Pakistan Cricket’s Biggest Wicket: The PCB Itself

Published on: October 6, 2025 12:05 AM

October 6, 2025 by Leila Khan

Cricket is more than just a sport in Pakistan; it is a passion, a unifier, and in many ways, a national identity. From the streets to the stadiums, cricket has always been the heartbeat of the nation. However, while the game enjoys unmatched popularity, the institution responsible for safeguarding and nurturing it, the Pakistan Cricket Board (PCB), continues to fail the country.

The PCB remains burdened by political patronage and structural flaws. At the core of this dysfunction lies its Constitution. Under Paragraph 4(i) of the 2014 Constitution, “the objects, powers and functions of the Board shall be to…promote, develop, supervise and maintain general control on all forms of domestic and international cricket.” In principle, this grants the Board the authority to build systems that strengthen the game at every level. In practice, however, the PCB is structured in a way that centralises all power in the hands of one individual, the Chairman, appointed by the Prime Minister, never on merit but always on political loyalty.

Every time Pakistan’s players walk onto the field, they carry the hopes of 250 million people.

The Chairman not only controls the Board but also handpicks the Board of Governors, again favouring political allegiance over cricketing or managerial knowledge. In any healthy organisation, the Chairman’s role is representative, while day-to-day affairs are run by a professional CEO. But in PCB, no effective CEO exists. The Chairman is all-in-all, running operations, appointing executives, and shaping policies at will. Even the Chief Operating Officer is selected not for competence or cricketing insight, but for loyalty to the Chairman. From the COO to the CFO, from advisors to the BOG members, appointments are rarely made on the basis of qualifications or expertise. The result is a boardroom filled with loyalists whose main function is to endorse the Chairman’s decisions.

The consequences are clear on the field. In 2024, Pakistan lost 17 T20 internationals, the most defeats in a single year. Overall, the team stands at roughly 159 wins against 109 losses. In ODIs, Pakistan’s career record is 519 wins and 430 defeats out of 979 matches, with recent years marked by inconsistency against top sides. Test cricket tells an even more troubling story: while the long-term record is nearly balanced at 150 wins versus 146 losses, the recent era has been bleak. Bangladesh beat Pakistan 2-0, England claimed a 2-1 series win, and at one point, the team endured six consecutive Test defeats. Governance alone does not decide matches, but poor structures and political interference inevitably undermine preparation, strategy, and performance.
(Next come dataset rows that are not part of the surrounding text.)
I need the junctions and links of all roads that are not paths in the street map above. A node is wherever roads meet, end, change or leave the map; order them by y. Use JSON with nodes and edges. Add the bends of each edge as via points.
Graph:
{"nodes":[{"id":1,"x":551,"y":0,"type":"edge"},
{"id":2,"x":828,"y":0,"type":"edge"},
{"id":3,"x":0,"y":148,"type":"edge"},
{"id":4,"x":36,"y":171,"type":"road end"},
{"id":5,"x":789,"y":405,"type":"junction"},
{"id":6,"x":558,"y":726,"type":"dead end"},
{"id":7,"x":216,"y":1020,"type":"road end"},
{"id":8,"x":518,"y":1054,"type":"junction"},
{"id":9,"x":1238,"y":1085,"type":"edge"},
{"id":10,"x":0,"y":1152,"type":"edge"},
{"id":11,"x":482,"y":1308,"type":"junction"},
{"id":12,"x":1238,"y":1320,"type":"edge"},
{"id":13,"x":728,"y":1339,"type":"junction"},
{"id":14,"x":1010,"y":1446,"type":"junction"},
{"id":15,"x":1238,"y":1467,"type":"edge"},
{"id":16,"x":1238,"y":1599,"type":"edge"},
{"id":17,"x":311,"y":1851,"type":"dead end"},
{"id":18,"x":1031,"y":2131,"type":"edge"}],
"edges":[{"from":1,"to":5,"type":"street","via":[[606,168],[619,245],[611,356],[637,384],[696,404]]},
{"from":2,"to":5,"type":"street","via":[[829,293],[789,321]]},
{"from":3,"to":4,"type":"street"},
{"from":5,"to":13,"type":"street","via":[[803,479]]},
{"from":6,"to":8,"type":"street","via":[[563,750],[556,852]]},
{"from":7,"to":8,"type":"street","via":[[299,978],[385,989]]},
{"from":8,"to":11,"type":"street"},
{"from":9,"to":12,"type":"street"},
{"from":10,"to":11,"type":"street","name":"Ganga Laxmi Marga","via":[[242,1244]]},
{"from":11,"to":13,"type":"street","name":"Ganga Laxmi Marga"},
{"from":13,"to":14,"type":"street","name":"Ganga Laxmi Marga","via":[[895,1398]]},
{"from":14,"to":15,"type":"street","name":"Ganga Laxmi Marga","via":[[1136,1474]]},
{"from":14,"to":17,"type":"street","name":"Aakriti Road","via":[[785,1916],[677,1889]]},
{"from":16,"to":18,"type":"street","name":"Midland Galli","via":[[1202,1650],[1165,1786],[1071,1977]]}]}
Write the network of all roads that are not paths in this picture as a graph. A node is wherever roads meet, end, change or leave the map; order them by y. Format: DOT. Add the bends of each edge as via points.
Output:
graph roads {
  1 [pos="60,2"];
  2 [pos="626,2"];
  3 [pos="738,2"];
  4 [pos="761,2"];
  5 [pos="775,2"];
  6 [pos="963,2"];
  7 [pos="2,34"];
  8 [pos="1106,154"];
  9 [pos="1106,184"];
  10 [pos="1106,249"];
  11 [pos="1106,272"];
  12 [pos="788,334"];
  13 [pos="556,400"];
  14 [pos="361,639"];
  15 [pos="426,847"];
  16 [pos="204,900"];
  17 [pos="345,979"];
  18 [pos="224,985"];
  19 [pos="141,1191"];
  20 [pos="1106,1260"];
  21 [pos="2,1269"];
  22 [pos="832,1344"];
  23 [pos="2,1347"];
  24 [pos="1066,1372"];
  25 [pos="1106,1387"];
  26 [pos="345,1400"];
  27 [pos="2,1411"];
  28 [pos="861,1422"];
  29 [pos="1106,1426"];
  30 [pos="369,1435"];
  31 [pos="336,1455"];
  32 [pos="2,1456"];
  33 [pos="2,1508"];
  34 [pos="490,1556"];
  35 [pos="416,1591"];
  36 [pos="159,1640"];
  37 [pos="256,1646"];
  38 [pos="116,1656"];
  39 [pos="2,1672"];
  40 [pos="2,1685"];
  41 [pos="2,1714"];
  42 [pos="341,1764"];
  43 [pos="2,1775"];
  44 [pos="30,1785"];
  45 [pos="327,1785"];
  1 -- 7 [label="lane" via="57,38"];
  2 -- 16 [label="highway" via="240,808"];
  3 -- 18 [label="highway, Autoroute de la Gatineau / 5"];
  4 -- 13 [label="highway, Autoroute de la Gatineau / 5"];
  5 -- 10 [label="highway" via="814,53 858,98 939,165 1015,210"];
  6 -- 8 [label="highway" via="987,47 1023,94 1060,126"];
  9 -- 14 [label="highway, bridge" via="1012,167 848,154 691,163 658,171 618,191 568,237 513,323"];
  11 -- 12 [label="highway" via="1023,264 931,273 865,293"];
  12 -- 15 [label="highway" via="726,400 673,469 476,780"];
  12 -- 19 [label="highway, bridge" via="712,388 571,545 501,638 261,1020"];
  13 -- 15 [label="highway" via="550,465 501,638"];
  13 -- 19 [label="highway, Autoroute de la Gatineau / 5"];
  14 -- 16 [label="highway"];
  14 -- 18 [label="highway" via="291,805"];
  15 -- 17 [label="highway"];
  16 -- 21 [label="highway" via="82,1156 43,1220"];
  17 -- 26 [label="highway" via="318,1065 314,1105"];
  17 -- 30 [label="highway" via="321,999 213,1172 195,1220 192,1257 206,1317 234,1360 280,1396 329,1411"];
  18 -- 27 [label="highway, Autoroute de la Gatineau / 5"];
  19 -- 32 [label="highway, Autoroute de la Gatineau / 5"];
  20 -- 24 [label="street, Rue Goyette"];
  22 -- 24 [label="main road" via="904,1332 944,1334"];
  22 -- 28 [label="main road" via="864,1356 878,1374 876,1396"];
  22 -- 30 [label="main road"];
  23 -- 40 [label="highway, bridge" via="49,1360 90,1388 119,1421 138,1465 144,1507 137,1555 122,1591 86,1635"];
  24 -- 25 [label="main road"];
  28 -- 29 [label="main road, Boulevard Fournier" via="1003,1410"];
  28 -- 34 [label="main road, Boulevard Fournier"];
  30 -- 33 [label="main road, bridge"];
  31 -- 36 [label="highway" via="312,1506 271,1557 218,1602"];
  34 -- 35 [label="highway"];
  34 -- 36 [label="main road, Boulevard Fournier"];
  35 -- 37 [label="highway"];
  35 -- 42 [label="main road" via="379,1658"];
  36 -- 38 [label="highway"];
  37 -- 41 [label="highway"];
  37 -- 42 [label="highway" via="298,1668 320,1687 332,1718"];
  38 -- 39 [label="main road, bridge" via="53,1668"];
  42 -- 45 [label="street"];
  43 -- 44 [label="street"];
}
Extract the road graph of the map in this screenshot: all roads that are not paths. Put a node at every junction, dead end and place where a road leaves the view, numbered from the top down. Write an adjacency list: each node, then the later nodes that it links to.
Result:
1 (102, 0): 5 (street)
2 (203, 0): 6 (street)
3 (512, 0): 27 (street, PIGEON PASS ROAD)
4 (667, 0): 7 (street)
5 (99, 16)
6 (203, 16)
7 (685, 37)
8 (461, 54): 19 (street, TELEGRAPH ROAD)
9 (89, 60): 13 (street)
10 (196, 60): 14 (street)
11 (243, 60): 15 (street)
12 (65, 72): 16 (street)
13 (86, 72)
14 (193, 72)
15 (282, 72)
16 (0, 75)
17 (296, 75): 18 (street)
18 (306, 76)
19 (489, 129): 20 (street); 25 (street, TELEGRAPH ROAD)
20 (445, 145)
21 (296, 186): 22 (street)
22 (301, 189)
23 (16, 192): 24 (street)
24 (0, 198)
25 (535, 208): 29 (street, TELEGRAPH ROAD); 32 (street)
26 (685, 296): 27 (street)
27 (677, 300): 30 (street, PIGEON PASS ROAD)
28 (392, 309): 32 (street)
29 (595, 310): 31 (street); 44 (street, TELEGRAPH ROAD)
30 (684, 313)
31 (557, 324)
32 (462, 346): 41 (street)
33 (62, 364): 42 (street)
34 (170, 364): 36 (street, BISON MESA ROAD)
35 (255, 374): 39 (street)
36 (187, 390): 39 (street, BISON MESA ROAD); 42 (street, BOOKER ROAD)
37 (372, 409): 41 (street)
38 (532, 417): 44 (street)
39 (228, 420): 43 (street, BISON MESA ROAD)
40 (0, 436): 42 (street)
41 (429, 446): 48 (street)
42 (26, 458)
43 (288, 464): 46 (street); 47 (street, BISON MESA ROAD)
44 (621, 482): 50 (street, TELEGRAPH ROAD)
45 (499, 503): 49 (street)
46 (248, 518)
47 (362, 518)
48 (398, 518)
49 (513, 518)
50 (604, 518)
Cricket in Pakistan survives because of the sheer talent of its players and the unwavering passion of its fans, but it is crippled by mismanagement at the institutional level. If Pakistan is to reclaim its rightful place in world cricket, the PCB Constitution needs urgent reform. The Chairman’s powers must be curtailed and confined to oversight and representation, not day-to-day management. An independent Chief Executive Officer with proven leadership skills should be appointed by the Board with a fixed tenure and clear qualifications to run the organisation.

The Board of Governors should include individuals with either cricketing experience or strong management expertise, people who understand both the game and organisational governance. Key committees, such as finance, audit, selection, and ethics, must be written into the Constitution, with independence guaranteed. A share of revenue should be allocated for grassroots development, academies, women’s cricket, and regional infrastructure. Sponsorship and broadcasting rights must be transparent, audited, and publicly disclosed. Term limits, conflict-of-interest declarations, and published annual reports should become mandatory, bringing PCB in line with international best practices. Above all, bureaucrats and politicians must keep their hands off cricket.

Every time Pakistan’s players walk onto the field, they carry the hopes of 250 million people. Cricket belongs to the people of Pakistan, not to political elites and bureaucrats who use it as a tool of influence. It is time the PCB began serving the game rather than power. Without structural reform, cricket in Pakistan will continue to thrive in passion but decline in performance, a tragedy for a nation that deserves far better.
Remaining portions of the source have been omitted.